━━━━━ RECORDED INFORMATION ━━━━━
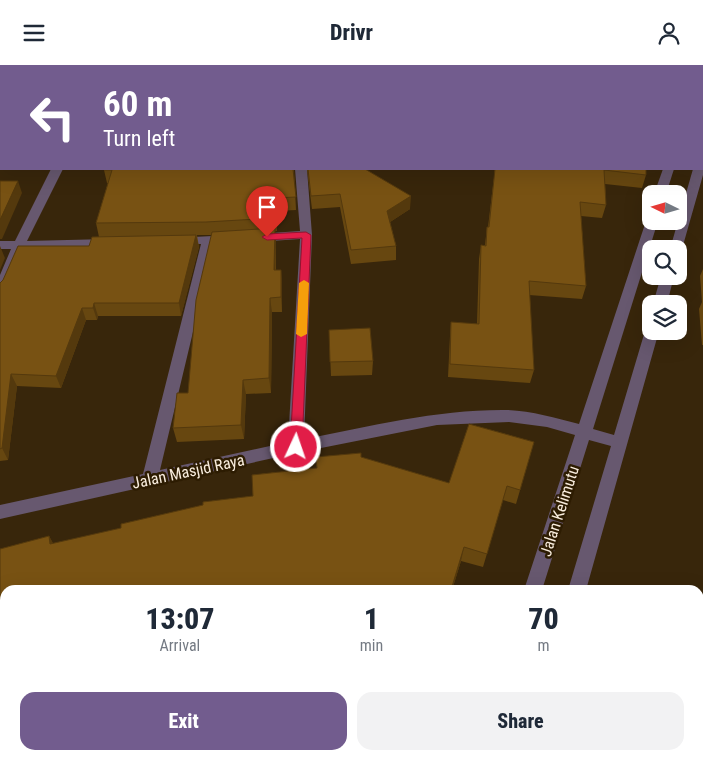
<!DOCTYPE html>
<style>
:root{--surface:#fff;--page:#f2f2f3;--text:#1f2937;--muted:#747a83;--accent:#725c8e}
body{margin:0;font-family:"Roboto Condensed",sans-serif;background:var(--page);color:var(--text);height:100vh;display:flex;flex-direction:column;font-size:19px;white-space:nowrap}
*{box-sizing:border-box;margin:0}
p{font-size:16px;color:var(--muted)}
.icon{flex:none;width:28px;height:28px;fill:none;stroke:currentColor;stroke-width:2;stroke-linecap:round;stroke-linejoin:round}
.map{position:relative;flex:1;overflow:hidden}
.panel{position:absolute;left:0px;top:520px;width:704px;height:175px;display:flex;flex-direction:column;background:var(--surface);border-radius:15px 15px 0 0;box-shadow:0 5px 20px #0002}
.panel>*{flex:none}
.top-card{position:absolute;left:0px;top:0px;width:704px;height:105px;box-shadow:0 5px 20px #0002;background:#725c8e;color:#fff;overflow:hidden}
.needle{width:32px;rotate:275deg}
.fabs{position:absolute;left:642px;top:120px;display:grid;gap:10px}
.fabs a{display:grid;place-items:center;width:45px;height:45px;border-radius:10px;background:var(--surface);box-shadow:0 5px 20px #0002;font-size:25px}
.pin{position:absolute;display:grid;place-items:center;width:42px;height:42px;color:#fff;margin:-51px -21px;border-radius:50% 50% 50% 0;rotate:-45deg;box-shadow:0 0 5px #0007}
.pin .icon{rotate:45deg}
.me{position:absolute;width:55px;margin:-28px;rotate:3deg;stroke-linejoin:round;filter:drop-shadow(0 0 4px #0008)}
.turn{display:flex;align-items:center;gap:18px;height:105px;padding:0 20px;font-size:22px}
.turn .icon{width:65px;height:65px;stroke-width:2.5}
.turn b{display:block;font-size:35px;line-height:42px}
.eta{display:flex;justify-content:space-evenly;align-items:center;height:85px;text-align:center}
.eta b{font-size:30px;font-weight:800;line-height:35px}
.cta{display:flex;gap:10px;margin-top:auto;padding:10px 20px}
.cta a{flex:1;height:58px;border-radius:15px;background:var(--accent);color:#fff;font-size:20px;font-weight:800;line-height:58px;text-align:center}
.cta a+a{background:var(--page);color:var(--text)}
header{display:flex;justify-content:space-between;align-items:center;height:65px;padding:0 20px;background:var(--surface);font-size:22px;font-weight:800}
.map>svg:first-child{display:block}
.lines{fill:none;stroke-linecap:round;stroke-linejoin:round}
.minor{fill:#67586f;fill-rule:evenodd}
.wall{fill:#674710}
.shaded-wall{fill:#54390d}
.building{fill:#785213;stroke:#54390d}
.route{fill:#e11d48;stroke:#92132f}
.slow{fill:#f59e0b}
.labels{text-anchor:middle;stroke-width:5;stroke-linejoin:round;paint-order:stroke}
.street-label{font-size:16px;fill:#f9edde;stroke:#2d1c02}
</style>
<header><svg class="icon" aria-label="menu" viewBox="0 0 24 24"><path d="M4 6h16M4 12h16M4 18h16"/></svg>Drivr<svg class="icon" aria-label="person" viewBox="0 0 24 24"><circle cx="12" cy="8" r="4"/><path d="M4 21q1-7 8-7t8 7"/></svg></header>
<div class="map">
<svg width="703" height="695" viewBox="0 0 703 695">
<rect width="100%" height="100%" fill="#38260b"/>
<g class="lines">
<g class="minor">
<rect x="0" y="75" width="1" height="6"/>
<polygon points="703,86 703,94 702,94 702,86"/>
<polygon points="703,102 703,110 682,184 679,187 679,184 670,184 693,104 702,104"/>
<polygon points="51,104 63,104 27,176 108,174 114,178 108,182 24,184 7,226 5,229 0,230 0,210 11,184 0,184 0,176 15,176"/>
<path d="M295 104H307L312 170 304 374C372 361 439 344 508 345 532 346 556 353 579 359L646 156 651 152V156H658L593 364 614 370 645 266 647 263 651 261V266H659L586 525H568L611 381 589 375 542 525H524L575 370 547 362 509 357 437 360 296 388 0 454V440L143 409 201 179H175L173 176 175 173 231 170 237 174 231 178 214 179 160 405 288 377 300 174 256 177 250 173 256 169 300 166Z"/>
<polygon points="663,104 674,104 666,129 654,129"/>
<polygon points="661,211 674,211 667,239 653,239"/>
<polygon points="497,690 517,690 516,695 496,695"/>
</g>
</g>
<g class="wall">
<rect x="0" y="31" width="1" height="39"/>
<polygon points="294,104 296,145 277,146 277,166 275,166 276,178 276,205 281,205 282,220 282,247 272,247 271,328 246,329 244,374 177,377 173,363 188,328 212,170 197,170 199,182 181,251 98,251 97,255 86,255 61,323 17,321 8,395 0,396 0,218 89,181 99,172 96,158 108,118 107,118 104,105"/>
<polygon points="307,104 365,104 410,144 390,157 396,181 396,195 351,199 340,142 312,144"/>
<polygon points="495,104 646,104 646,110 642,123 605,119 606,140 602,153 581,151 586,221 582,234 529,230 534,305 530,318 448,312 450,271 451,257 477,259 479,194 481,180 485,180 487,162 488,162"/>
<polygon points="703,204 703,280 702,280 699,244 702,237 700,211"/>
<polygon points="329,265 373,296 372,310 331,311"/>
<polygon points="469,359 534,377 516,439 503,435 483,502 461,496 452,525 5,525 5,664 0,658 0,484 49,471 53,479 121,463 121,459 203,440 203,437 253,431 252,410 317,403 316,392 361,388 361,392 449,418"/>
<polygon points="699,540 703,542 703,611 699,610"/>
</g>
<g class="shaded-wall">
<polygon points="18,116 22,128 2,174 0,174 0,155"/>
<polygon points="411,131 410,144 387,159 387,146"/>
<polygon points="276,133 277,146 277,166 275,153"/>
<polygon points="275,163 276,178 275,220 274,205"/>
<polygon points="196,170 199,182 181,251 179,238"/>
<polygon points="0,181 5,193 0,205"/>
<polygon points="281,205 282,220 282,247 281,232"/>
<polygon points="270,233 272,247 271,328 269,313"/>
<polygon points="94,238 98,251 97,255 93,243"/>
<polygon points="82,243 86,255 61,323 56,311"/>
<polygon points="11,309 17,321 8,395 2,383"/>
<polygon points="243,315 246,329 244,374 241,360"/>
<polygon points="49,471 57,485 50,479"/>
<polygon points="464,482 461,496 452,525 451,525"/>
<polygon points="0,649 5,652 5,664 0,658"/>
<polygon points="397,690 400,690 398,695 395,695"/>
</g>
<g class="building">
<polygon points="180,0 229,0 228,1 180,1"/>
<rect x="299" y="0" width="370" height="1"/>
<rect x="0" y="31" width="1" height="27"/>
<polygon points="104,104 293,104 296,132 276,133 275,153 206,157 96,158 112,105 104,105"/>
<polygon points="308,104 365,104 411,131 387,146 396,181 351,185 340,129 311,131"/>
<polygon points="495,104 646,104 646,110 604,105 606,140 580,137 586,221 529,216 534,305 450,299 451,257 479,259 481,180 486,181 487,162 489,162"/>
<polygon points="0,116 18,116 0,155"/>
<polygon points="275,163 274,205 281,205 281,232 270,233 269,313 243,315 241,360 173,363 177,328 188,328 196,235 212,167"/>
<polygon points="196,170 179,238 94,238 93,243 82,243 56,311 11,309 2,383 0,384 0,218 3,215 18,181 89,181 92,172"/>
<polygon points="370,263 373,296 330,297 329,265"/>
<polygon points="469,359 534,377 520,425 507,421 487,489 464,482 451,525 5,525 5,652 0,653 0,484 49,471 50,479 121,463 121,459 203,440 203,437 253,431 252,410 317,403 316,392 361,388 361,392 449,418"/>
<polygon points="699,540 703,542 703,595 699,593"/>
<polygon points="68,690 240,690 240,695 67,695"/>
<polygon points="263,690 397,690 395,695 260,695"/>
</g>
<polygon class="route" points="306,167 311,170 302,382 300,386 291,386 290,382 302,173 267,175 262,172 267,169"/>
<polygon class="slow" points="304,215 309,218 307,269 301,272 296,269 299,218"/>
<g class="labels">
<g class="street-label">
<text transform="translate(188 406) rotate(-12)" y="6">Jalan Masjid Raya</text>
<text transform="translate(559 446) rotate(-72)" y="6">Jalan Kelimutu</text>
</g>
</g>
</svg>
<div class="fabs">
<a><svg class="needle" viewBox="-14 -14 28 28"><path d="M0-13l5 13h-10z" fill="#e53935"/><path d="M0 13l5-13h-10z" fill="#747a83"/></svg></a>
<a><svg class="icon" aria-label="search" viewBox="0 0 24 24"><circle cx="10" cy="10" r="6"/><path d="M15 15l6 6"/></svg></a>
<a><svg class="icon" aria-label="layers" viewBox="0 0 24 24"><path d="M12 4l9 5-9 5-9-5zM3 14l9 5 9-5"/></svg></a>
</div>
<div class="pin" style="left:267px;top:172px;background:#d93025"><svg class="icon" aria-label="arrive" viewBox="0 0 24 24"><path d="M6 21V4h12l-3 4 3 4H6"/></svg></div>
<svg class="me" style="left:296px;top:382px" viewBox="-20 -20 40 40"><circle r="17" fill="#e11d48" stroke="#fff" stroke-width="3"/><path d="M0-11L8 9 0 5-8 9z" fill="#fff"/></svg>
<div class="top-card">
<div class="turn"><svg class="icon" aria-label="left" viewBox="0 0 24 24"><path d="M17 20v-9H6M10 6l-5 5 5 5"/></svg><div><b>60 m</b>Turn left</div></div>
</div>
<section class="panel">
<div class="eta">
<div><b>13:07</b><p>Arrival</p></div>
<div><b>1</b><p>min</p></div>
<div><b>70</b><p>m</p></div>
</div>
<div class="cta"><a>Exit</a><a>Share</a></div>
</section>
</div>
━━━━━
REQUIREMENT =>
Pull every line containing the word "block" out of the entries above.

ANSWER SPACE =>
.turn b{display:block;font-size:35px;line-height:42px}
.map>svg:first-child{display:block}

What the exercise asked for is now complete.